Le soir, au moment, où on relevait les blessés pour les porter aux ambulances, le canonnier dit au capitaine : « Je voudrais bien aller voir mon coup de ce matin ! » Le canonnier va à l’endroit où son coup avait dû porter, et trouve un vivant encore chaud, mais un vivant dont le boulet avait fait, dans la face, le creux rond d’une serpe, avait enlevé le nez, les yeux, la bouche, tout ce qui est la figure d’un homme.

Le canonnier porte le Suédois à l’ambulance. Le cas est trouvé curieux. On le panse, on s’ingénie en inventions pour le faire boire, pour le faire un peu revivre, avec des tuyaux de plume, avec je ne sais quoi… Mais voilà l’effroyablement terrible : l’homme pansé, bandé, revient à lui.

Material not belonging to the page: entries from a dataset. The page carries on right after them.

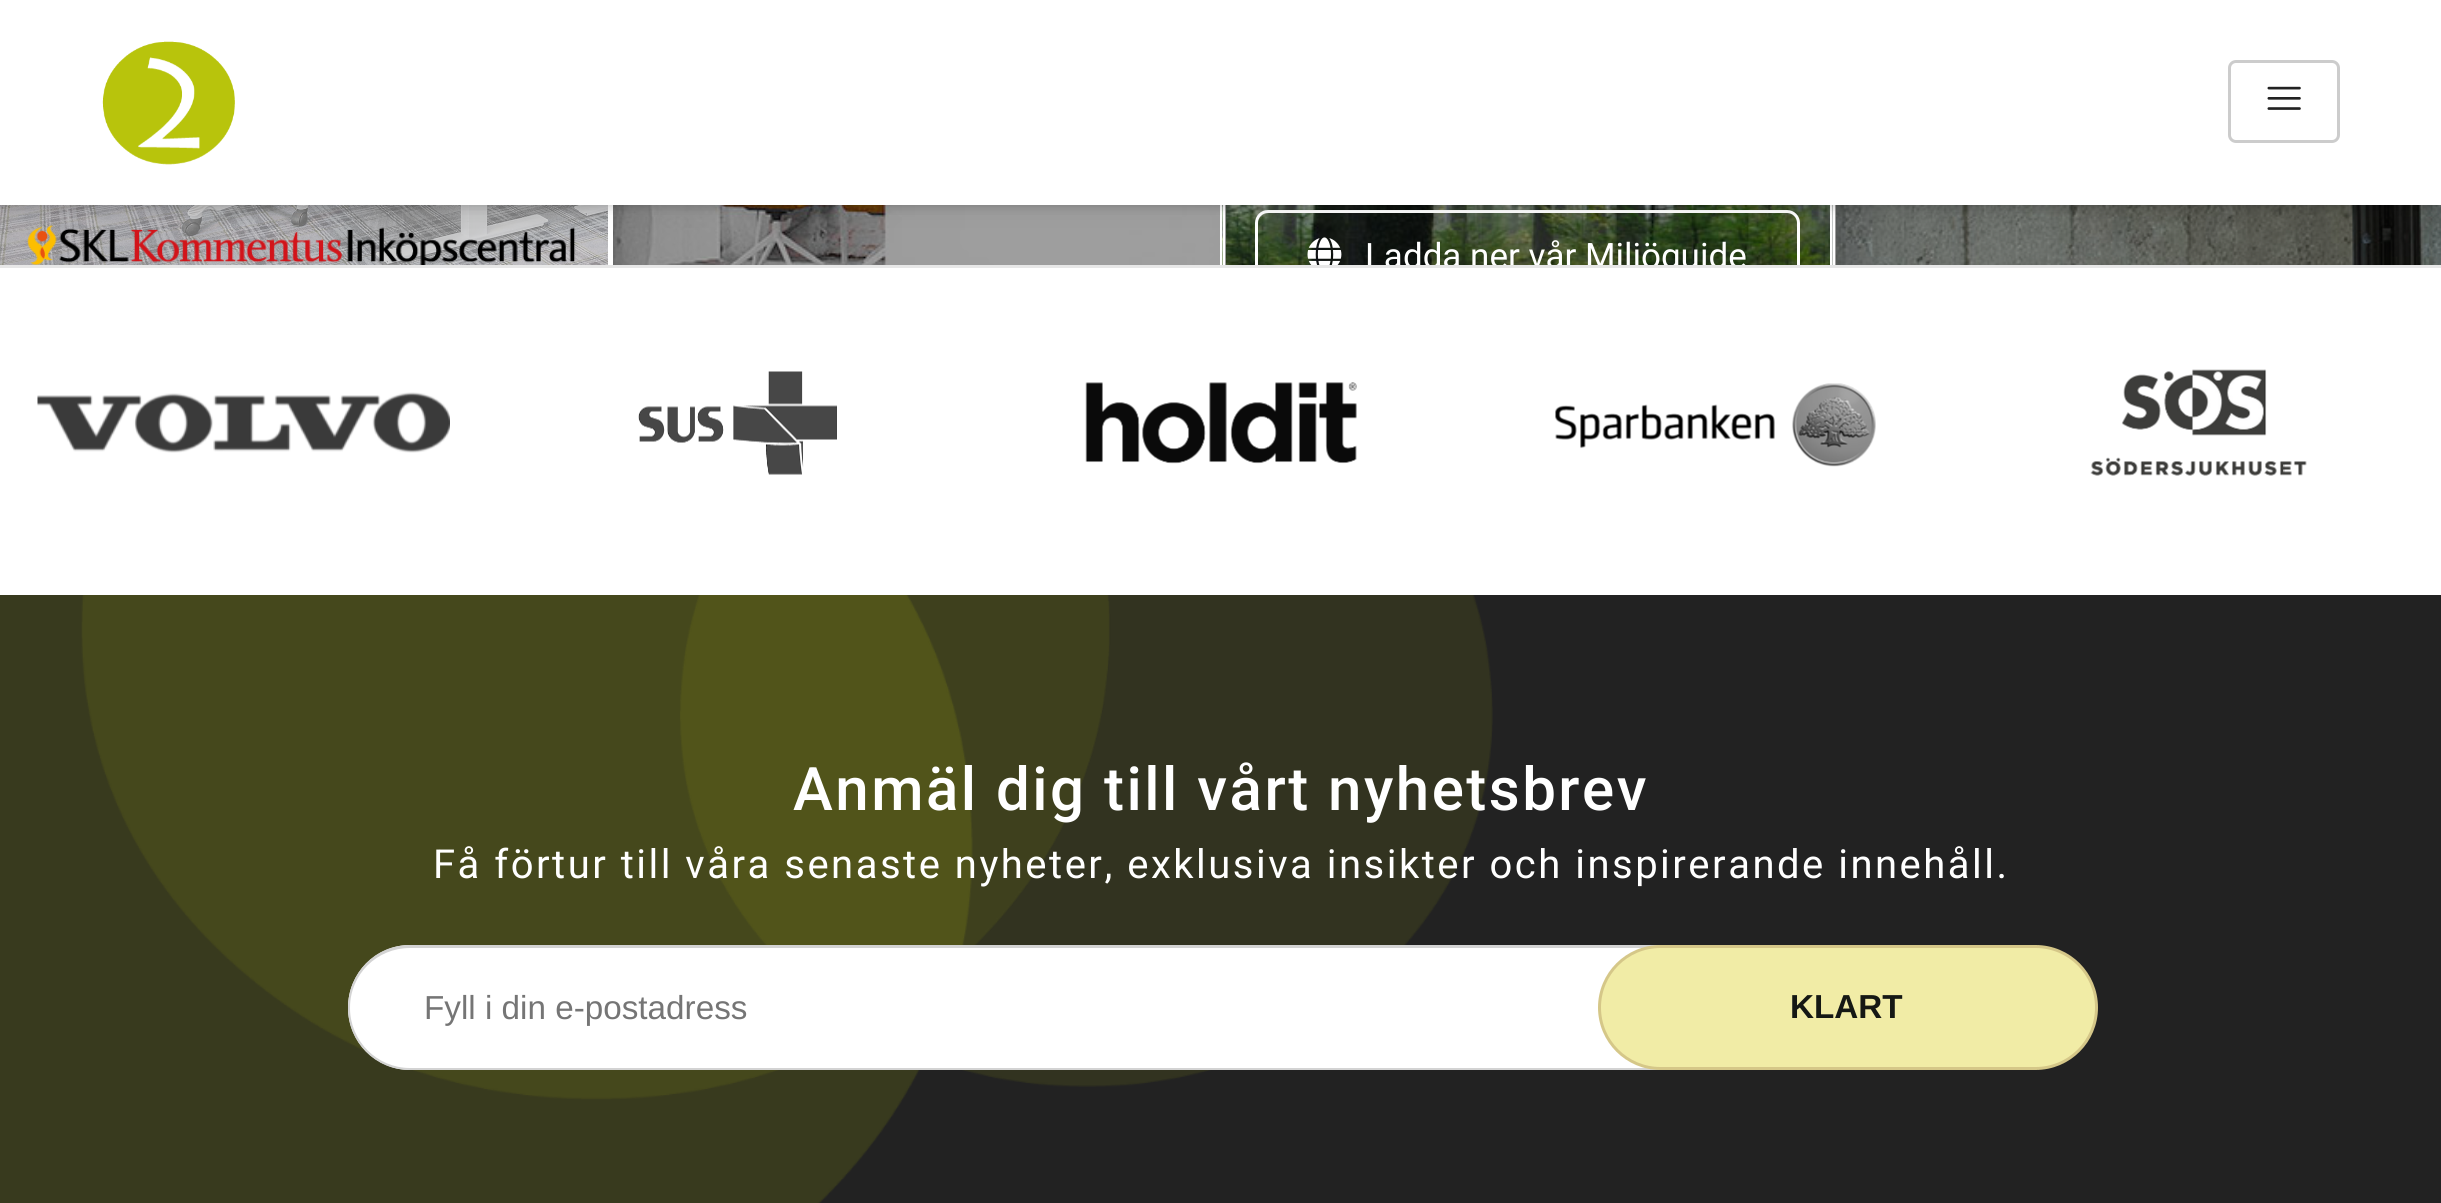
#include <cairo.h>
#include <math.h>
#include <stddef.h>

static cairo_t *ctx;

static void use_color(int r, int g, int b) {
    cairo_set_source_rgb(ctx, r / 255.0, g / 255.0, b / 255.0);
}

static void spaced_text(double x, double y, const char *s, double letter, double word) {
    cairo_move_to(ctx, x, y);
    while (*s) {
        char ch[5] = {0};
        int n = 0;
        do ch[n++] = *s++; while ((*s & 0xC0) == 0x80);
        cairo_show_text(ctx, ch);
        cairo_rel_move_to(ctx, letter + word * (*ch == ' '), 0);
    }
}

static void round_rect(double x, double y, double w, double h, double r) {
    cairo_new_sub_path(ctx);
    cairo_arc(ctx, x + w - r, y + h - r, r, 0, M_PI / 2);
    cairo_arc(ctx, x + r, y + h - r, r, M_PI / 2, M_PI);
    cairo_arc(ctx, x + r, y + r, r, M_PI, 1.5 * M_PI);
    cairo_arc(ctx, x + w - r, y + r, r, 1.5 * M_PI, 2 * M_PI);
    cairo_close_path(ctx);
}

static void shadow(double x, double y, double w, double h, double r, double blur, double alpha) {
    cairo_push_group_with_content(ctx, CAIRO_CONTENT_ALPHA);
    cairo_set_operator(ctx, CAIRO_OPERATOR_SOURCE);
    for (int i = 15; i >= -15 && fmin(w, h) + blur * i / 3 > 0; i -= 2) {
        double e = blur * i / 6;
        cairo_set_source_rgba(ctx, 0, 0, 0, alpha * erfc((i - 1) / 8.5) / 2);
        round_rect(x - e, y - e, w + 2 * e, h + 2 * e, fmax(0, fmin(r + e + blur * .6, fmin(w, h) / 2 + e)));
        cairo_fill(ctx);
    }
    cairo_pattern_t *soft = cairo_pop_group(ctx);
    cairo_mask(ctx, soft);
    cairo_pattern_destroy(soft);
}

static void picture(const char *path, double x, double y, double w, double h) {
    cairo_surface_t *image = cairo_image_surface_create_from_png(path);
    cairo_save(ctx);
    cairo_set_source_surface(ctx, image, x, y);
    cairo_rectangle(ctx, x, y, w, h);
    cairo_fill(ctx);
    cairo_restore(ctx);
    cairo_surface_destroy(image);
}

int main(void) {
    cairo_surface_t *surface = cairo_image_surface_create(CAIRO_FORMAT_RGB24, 2441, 1203);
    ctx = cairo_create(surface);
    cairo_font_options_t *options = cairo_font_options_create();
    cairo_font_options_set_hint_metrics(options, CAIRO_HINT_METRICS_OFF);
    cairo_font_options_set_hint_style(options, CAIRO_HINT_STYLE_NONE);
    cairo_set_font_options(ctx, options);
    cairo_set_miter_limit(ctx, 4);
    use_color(255, 255, 255);
    cairo_paint(ctx);
    picture("img3.png", 0, 205, 608, 60);
    picture("img5.png", 613, 205, 607, 60);
    picture("img6.png", 1222, 205, 608, 60);
    use_color(255, 255, 255);
    cairo_rectangle(ctx, 1223, 205, 2, 60);
    cairo_fill(ctx);
    use_color(158, 158, 158);
    cairo_rectangle(ctx, 1225, 205, 1, 60);
    cairo_fill(ctx);
    round_rect(1256.5, 211.5, 542, 87, 11.5);
    use_color(255, 255, 255);
    cairo_set_line_width(ctx, 3);
    cairo_stroke(ctx);
    picture("img8.png", 1832, 205, 609, 60);
    cairo_rectangle(ctx, 1833, 205, 2, 60);
    cairo_fill(ctx);
    use_color(158, 158, 158);
    cairo_rectangle(ctx, 1835, 205, 1, 60);
    cairo_fill(ctx);
    use_color(0, 0, 0);
    shadow(0, 3, 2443, 205, 0, 4, 0.11);
    picture("img4.png", 27, 225, 549, 40);
    picture("img7.png", 1307, 237, 35, 28);
    shadow(0, 0, 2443, 205, 0, 12.5, 0.1);
    use_color(255, 255, 255);
    cairo_rectangle(ctx, 0, 0, 2441, 205);
    cairo_fill(ctx);
    picture("img1.png", 102, 41, 133, 124);
    round_rect(2229.5, 61.5, 109, 80, 6.5);
    use_color(204, 204, 204);
    cairo_stroke(ctx);
    picture("img2.png", 2267, 86, 34, 24);
    cairo_select_font_face(ctx, "Roboto", CAIRO_FONT_SLANT_NORMAL, CAIRO_FONT_WEIGHT_NORMAL);
    cairo_set_font_size(ctx, 35);
    use_color(255, 255, 255);
    cairo_move_to(ctx, 1365, 268);
    cairo_show_text(ctx, "Ladda ner vår Miljöguide");
    use_color(231, 231, 231);
    cairo_rectangle(ctx, 0, 265, 2441, 3);
    cairo_fill(ctx);
    picture("img9.png", 37, 392, 413, 61);
    picture("img10.png", 638, 371, 199, 104);
    picture("img11.png", 1085, 382, 272, 82);
    picture("img12.png", 1555, 383, 321, 84);
    picture("img13.png", 2090, 369, 217, 107);
    use_color(34, 34, 34);
    cairo_rectangle(ctx, 0, 595, 2441, 608);
    cairo_fill(ctx);
    picture("img14.png", 0, 595, 1493, 608);
    cairo_select_font_face(ctx, "Roboto Medium", CAIRO_FONT_SLANT_NORMAL, CAIRO_FONT_WEIGHT_NORMAL);
    cairo_set_font_size(ctx, 60);
    use_color(255, 255, 255);
    spaced_text(793, 810, "Anmäl dig till vårt nyhetsbrev", 2.5, 0);
    cairo_select_font_face(ctx, "Roboto", CAIRO_FONT_SLANT_NORMAL, CAIRO_FONT_WEIGHT_NORMAL);
    cairo_set_font_size(ctx, 40);
    spaced_text(433, 878, "Få förtur till våra senaste nyheter, exklusiva insikter och inspirerande innehåll.", 2.5, 0);
    cairo_new_path(ctx);
    cairo_move_to(ctx, 410.5, 945);
    cairo_line_to(ctx, 1685, 945);
    cairo_line_to(ctx, 1685, 1070);
    cairo_line_to(ctx, 410.5, 1070);
    cairo_curve_to(ctx, 376, 1070, 348, 1042, 348, 1007.5);
    cairo_curve_to(ctx, 348, 973, 376, 945, 410.5, 945);
    cairo_close_path(ctx);
    cairo_fill(ctx);
    use_color(211, 211, 211);
    cairo_set_fill_rule(ctx, CAIRO_FILL_RULE_EVEN_ODD);
    cairo_new_path(ctx);
    cairo_move_to(ctx, 410, 945);
    cairo_line_to(ctx, 1685, 945);
    cairo_line_to(ctx, 1685, 1070);
    cairo_line_to(ctx, 410, 1070);
    cairo_curve_to(ctx, 375, 1070, 348, 1042, 348, 1008);
    cairo_curve_to(ctx, 348, 973, 375, 945, 410, 945);
    cairo_close_path(ctx);
    cairo_move_to(ctx, 410, 948);
    cairo_line_to(ctx, 1685, 948);
    cairo_line_to(ctx, 1685, 1068);
    cairo_line_to(ctx, 410, 1068);
    cairo_curve_to(ctx, 377, 1068, 350, 1041, 350, 1008);
    cairo_curve_to(ctx, 350, 974, 377, 948, 410, 948);
    cairo_close_path(ctx);
    cairo_fill(ctx);
    cairo_select_font_face(ctx, "Liberation Sans", CAIRO_FONT_SLANT_NORMAL, CAIRO_FONT_WEIGHT_NORMAL);
    cairo_set_font_size(ctx, 33.25);
    use_color(117, 117, 117);
    cairo_move_to(ctx, 424, 1019);
    cairo_show_text(ctx, "Fyll i din e-postadress");
    use_color(241, 236, 166);
    round_rect(1599.5, 946.5, 497, 122, 61);
    cairo_fill_preserve(ctx);
    use_color(213, 199, 136);
    cairo_stroke(ctx);
    cairo_select_font_face(ctx, "Liberation Sans", CAIRO_FONT_SLANT_NORMAL, CAIRO_FONT_WEIGHT_BOLD);
    use_color(21, 24, 20);
    cairo_move_to(ctx, 1790, 1018);
    cairo_show_text(ctx, "KLART");
    cairo_surface_write_to_png(surface, "result.png");
    cairo_font_options_destroy(options);
    cairo_destroy(ctx);
    cairo_surface_destroy(surface);
    return 0;
}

On le voit, dans le premier moment, ignorant de sa blessure, se tâter de ses bras étendus, d’abord les jambes, tout doucement remonter, se tâter les cuisses, puis le ventre, l’estomac, la poitrine, puis arrivé là, s’arrêter un moment, avoir un mouvement d’épaules qui fit peur, porter enfin les mains à sa tête, à la place de sa figure, au bandage qui la recouvrait et l’arracher… On le fit vivre cinq jours.